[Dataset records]
╔══
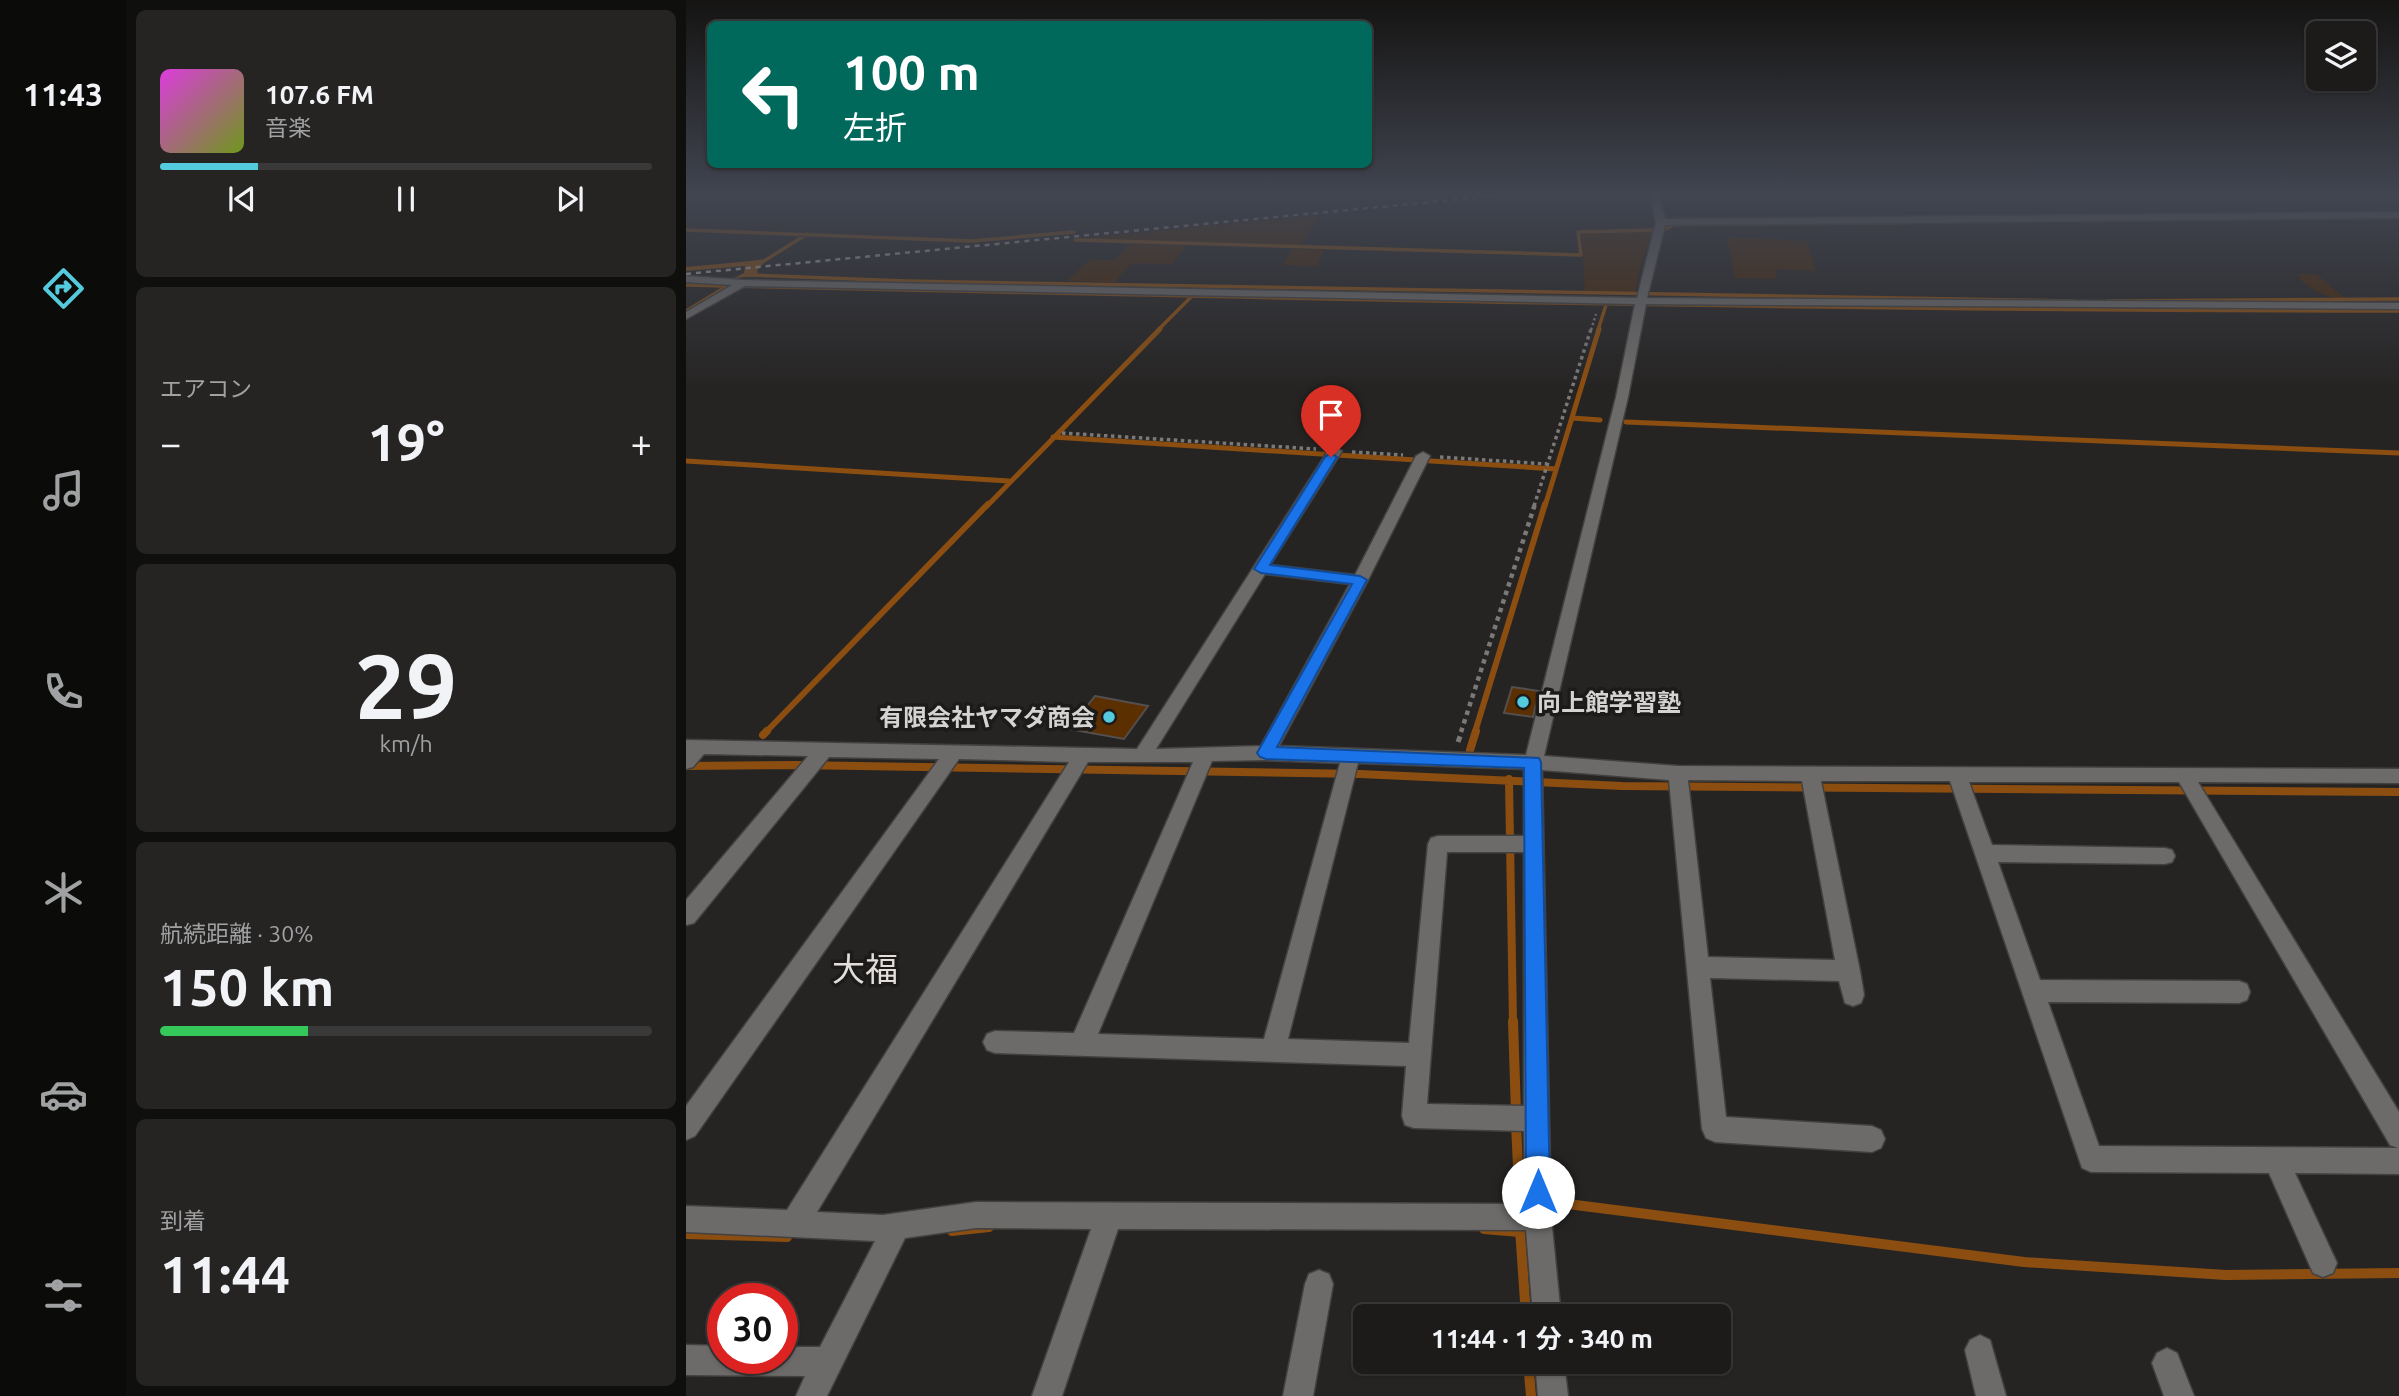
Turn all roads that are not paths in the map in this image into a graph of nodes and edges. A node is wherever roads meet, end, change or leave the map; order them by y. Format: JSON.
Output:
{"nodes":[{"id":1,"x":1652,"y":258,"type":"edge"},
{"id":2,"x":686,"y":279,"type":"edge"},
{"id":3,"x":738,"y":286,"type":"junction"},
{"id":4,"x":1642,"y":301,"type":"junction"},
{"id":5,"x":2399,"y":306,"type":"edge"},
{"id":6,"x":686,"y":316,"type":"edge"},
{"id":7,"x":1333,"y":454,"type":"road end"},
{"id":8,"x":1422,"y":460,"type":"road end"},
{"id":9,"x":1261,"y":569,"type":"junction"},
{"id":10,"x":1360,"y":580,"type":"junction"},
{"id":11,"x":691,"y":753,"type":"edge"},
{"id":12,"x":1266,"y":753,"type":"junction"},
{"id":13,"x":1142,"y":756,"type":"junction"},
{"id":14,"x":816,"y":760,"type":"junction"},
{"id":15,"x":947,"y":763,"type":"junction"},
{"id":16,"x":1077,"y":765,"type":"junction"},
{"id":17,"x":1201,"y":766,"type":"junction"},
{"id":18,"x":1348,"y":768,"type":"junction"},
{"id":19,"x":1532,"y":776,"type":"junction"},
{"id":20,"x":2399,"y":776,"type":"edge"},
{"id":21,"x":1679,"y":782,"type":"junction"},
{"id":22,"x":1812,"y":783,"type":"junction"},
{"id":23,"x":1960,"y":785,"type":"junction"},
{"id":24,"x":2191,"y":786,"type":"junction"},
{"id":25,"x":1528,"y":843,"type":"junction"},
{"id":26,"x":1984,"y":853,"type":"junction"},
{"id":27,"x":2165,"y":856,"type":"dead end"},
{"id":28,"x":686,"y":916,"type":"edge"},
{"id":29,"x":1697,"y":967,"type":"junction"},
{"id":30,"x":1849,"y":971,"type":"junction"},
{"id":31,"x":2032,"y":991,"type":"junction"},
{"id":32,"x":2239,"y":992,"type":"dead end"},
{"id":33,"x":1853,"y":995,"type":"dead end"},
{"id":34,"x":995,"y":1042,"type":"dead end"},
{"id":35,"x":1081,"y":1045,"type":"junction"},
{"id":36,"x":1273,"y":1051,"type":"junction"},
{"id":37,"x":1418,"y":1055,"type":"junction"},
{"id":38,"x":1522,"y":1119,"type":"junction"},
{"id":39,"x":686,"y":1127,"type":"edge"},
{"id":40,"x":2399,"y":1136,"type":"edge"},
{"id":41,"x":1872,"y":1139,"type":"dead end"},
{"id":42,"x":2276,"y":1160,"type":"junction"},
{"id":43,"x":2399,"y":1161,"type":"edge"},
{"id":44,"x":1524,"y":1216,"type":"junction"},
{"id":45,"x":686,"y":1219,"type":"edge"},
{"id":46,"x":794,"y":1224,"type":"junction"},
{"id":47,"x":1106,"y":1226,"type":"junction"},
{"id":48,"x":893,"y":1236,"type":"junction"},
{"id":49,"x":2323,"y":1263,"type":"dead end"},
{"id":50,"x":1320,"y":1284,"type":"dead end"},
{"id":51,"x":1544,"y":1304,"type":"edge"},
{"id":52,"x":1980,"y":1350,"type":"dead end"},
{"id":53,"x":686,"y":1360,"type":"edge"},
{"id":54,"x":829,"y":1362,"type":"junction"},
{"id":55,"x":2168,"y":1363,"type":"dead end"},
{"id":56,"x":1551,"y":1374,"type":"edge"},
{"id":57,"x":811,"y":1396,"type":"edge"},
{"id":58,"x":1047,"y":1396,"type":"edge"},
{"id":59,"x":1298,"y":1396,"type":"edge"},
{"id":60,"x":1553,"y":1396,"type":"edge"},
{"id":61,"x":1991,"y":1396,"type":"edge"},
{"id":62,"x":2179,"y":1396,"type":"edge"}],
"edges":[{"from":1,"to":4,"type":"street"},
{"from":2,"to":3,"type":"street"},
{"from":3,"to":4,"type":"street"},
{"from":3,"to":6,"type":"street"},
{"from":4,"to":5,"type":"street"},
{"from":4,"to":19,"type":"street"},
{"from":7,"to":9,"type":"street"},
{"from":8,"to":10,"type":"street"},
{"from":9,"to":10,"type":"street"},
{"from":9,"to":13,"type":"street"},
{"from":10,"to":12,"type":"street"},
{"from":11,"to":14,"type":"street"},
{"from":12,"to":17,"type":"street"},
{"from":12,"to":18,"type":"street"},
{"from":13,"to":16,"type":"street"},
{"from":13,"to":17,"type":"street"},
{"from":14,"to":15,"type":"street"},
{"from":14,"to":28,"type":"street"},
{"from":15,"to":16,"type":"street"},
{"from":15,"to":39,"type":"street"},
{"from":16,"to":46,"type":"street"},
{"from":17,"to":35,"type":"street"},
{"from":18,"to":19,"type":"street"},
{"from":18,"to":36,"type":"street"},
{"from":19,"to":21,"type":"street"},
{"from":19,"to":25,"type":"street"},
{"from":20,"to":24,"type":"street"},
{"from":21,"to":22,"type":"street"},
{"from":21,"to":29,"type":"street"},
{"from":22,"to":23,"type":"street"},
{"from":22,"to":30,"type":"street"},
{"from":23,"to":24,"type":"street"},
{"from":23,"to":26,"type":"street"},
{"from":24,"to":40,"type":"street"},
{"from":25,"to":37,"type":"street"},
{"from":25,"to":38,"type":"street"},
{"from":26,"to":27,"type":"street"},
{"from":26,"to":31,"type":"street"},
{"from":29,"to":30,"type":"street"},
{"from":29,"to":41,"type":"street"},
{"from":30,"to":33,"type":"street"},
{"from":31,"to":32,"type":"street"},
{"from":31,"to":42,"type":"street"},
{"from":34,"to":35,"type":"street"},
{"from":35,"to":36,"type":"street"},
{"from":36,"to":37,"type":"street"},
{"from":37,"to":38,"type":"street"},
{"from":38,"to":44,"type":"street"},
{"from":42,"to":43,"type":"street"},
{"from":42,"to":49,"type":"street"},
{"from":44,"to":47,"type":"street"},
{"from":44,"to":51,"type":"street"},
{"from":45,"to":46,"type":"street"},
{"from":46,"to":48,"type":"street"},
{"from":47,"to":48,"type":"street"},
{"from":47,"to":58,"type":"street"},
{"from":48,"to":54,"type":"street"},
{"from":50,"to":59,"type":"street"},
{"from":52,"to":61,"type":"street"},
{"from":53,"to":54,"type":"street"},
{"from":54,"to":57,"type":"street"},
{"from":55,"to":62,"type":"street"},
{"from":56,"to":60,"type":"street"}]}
╚══
The data above are to be repeated word for word, with any pictures left out.

Turn all roads that are not paths in the map in this image into a graph of nodes and edges. A node is wherever roads meet, end, change or leave the map; order them by y. Format: JSON.
Output:
{"nodes":[{"id":1,"x":1652,"y":258,"type":"edge"},
{"id":2,"x":686,"y":279,"type":"edge"},
{"id":3,"x":738,"y":286,"type":"junction"},
{"id":4,"x":1642,"y":301,"type":"junction"},
{"id":5,"x":2399,"y":306,"type":"edge"},
{"id":6,"x":686,"y":316,"type":"edge"},
{"id":7,"x":1333,"y":454,"type":"road end"},
{"id":8,"x":1422,"y":460,"type":"road end"},
{"id":9,"x":1261,"y":569,"type":"junction"},
{"id":10,"x":1360,"y":580,"type":"junction"},
{"id":11,"x":691,"y":753,"type":"edge"},
{"id":12,"x":1266,"y":753,"type":"junction"},
{"id":13,"x":1142,"y":756,"type":"junction"},
{"id":14,"x":816,"y":760,"type":"junction"},
{"id":15,"x":947,"y":763,"type":"junction"},
{"id":16,"x":1077,"y":765,"type":"junction"},
{"id":17,"x":1201,"y":766,"type":"junction"},
{"id":18,"x":1348,"y":768,"type":"junction"},
{"id":19,"x":1532,"y":776,"type":"junction"},
{"id":20,"x":2399,"y":776,"type":"edge"},
{"id":21,"x":1679,"y":782,"type":"junction"},
{"id":22,"x":1812,"y":783,"type":"junction"},
{"id":23,"x":1960,"y":785,"type":"junction"},
{"id":24,"x":2191,"y":786,"type":"junction"},
{"id":25,"x":1528,"y":843,"type":"junction"},
{"id":26,"x":1984,"y":853,"type":"junction"},
{"id":27,"x":2165,"y":856,"type":"dead end"},
{"id":28,"x":686,"y":916,"type":"edge"},
{"id":29,"x":1697,"y":967,"type":"junction"},
{"id":30,"x":1849,"y":971,"type":"junction"},
{"id":31,"x":2032,"y":991,"type":"junction"},
{"id":32,"x":2239,"y":992,"type":"dead end"},
{"id":33,"x":1853,"y":995,"type":"dead end"},
{"id":34,"x":995,"y":1042,"type":"dead end"},
{"id":35,"x":1081,"y":1045,"type":"junction"},
{"id":36,"x":1273,"y":1051,"type":"junction"},
{"id":37,"x":1418,"y":1055,"type":"junction"},
{"id":38,"x":1522,"y":1119,"type":"junction"},
{"id":39,"x":686,"y":1127,"type":"edge"},
{"id":40,"x":2399,"y":1136,"type":"edge"},
{"id":41,"x":1872,"y":1139,"type":"dead end"},
{"id":42,"x":2276,"y":1160,"type":"junction"},
{"id":43,"x":2399,"y":1161,"type":"edge"},
{"id":44,"x":1524,"y":1216,"type":"junction"},
{"id":45,"x":686,"y":1219,"type":"edge"},
{"id":46,"x":794,"y":1224,"type":"junction"},
{"id":47,"x":1106,"y":1226,"type":"junction"},
{"id":48,"x":893,"y":1236,"type":"junction"},
{"id":49,"x":2323,"y":1263,"type":"dead end"},
{"id":50,"x":1320,"y":1284,"type":"dead end"},
{"id":51,"x":1544,"y":1304,"type":"edge"},
{"id":52,"x":1980,"y":1350,"type":"dead end"},
{"id":53,"x":686,"y":1360,"type":"edge"},
{"id":54,"x":829,"y":1362,"type":"junction"},
{"id":55,"x":2168,"y":1363,"type":"dead end"},
{"id":56,"x":1551,"y":1374,"type":"edge"},
{"id":57,"x":811,"y":1396,"type":"edge"},
{"id":58,"x":1047,"y":1396,"type":"edge"},
{"id":59,"x":1298,"y":1396,"type":"edge"},
{"id":60,"x":1553,"y":1396,"type":"edge"},
{"id":61,"x":1991,"y":1396,"type":"edge"},
{"id":62,"x":2179,"y":1396,"type":"edge"}],
"edges":[{"from":1,"to":4,"type":"street"},
{"from":2,"to":3,"type":"street"},
{"from":3,"to":4,"type":"street"},
{"from":3,"to":6,"type":"street"},
{"from":4,"to":5,"type":"street"},
{"from":4,"to":19,"type":"street"},
{"from":7,"to":9,"type":"street"},
{"from":8,"to":10,"type":"street"},
{"from":9,"to":10,"type":"street"},
{"from":9,"to":13,"type":"street"},
{"from":10,"to":12,"type":"street"},
{"from":11,"to":14,"type":"street"},
{"from":12,"to":17,"type":"street"},
{"from":12,"to":18,"type":"street"},
{"from":13,"to":16,"type":"street"},
{"from":13,"to":17,"type":"street"},
{"from":14,"to":15,"type":"street"},
{"from":14,"to":28,"type":"street"},
{"from":15,"to":16,"type":"street"},
{"from":15,"to":39,"type":"street"},
{"from":16,"to":46,"type":"street"},
{"from":17,"to":35,"type":"street"},
{"from":18,"to":19,"type":"street"},
{"from":18,"to":36,"type":"street"},
{"from":19,"to":21,"type":"street"},
{"from":19,"to":25,"type":"street"},
{"from":20,"to":24,"type":"street"},
{"from":21,"to":22,"type":"street"},
{"from":21,"to":29,"type":"street"},
{"from":22,"to":23,"type":"street"},
{"from":22,"to":30,"type":"street"},
{"from":23,"to":24,"type":"street"},
{"from":23,"to":26,"type":"street"},
{"from":24,"to":40,"type":"street"},
{"from":25,"to":37,"type":"street"},
{"from":25,"to":38,"type":"street"},
{"from":26,"to":27,"type":"street"},
{"from":26,"to":31,"type":"street"},
{"from":29,"to":30,"type":"street"},
{"from":29,"to":41,"type":"street"},
{"from":30,"to":33,"type":"street"},
{"from":31,"to":32,"type":"street"},
{"from":31,"to":42,"type":"street"},
{"from":34,"to":35,"type":"street"},
{"from":35,"to":36,"type":"street"},
{"from":36,"to":37,"type":"street"},
{"from":37,"to":38,"type":"street"},
{"from":38,"to":44,"type":"street"},
{"from":42,"to":43,"type":"street"},
{"from":42,"to":49,"type":"street"},
{"from":44,"to":47,"type":"street"},
{"from":44,"to":51,"type":"street"},
{"from":45,"to":46,"type":"street"},
{"from":46,"to":48,"type":"street"},
{"from":47,"to":48,"type":"street"},
{"from":47,"to":58,"type":"street"},
{"from":48,"to":54,"type":"street"},
{"from":50,"to":59,"type":"street"},
{"from":52,"to":61,"type":"street"},
{"from":53,"to":54,"type":"street"},
{"from":54,"to":57,"type":"street"},
{"from":55,"to":62,"type":"street"},
{"from":56,"to":60,"type":"street"}]}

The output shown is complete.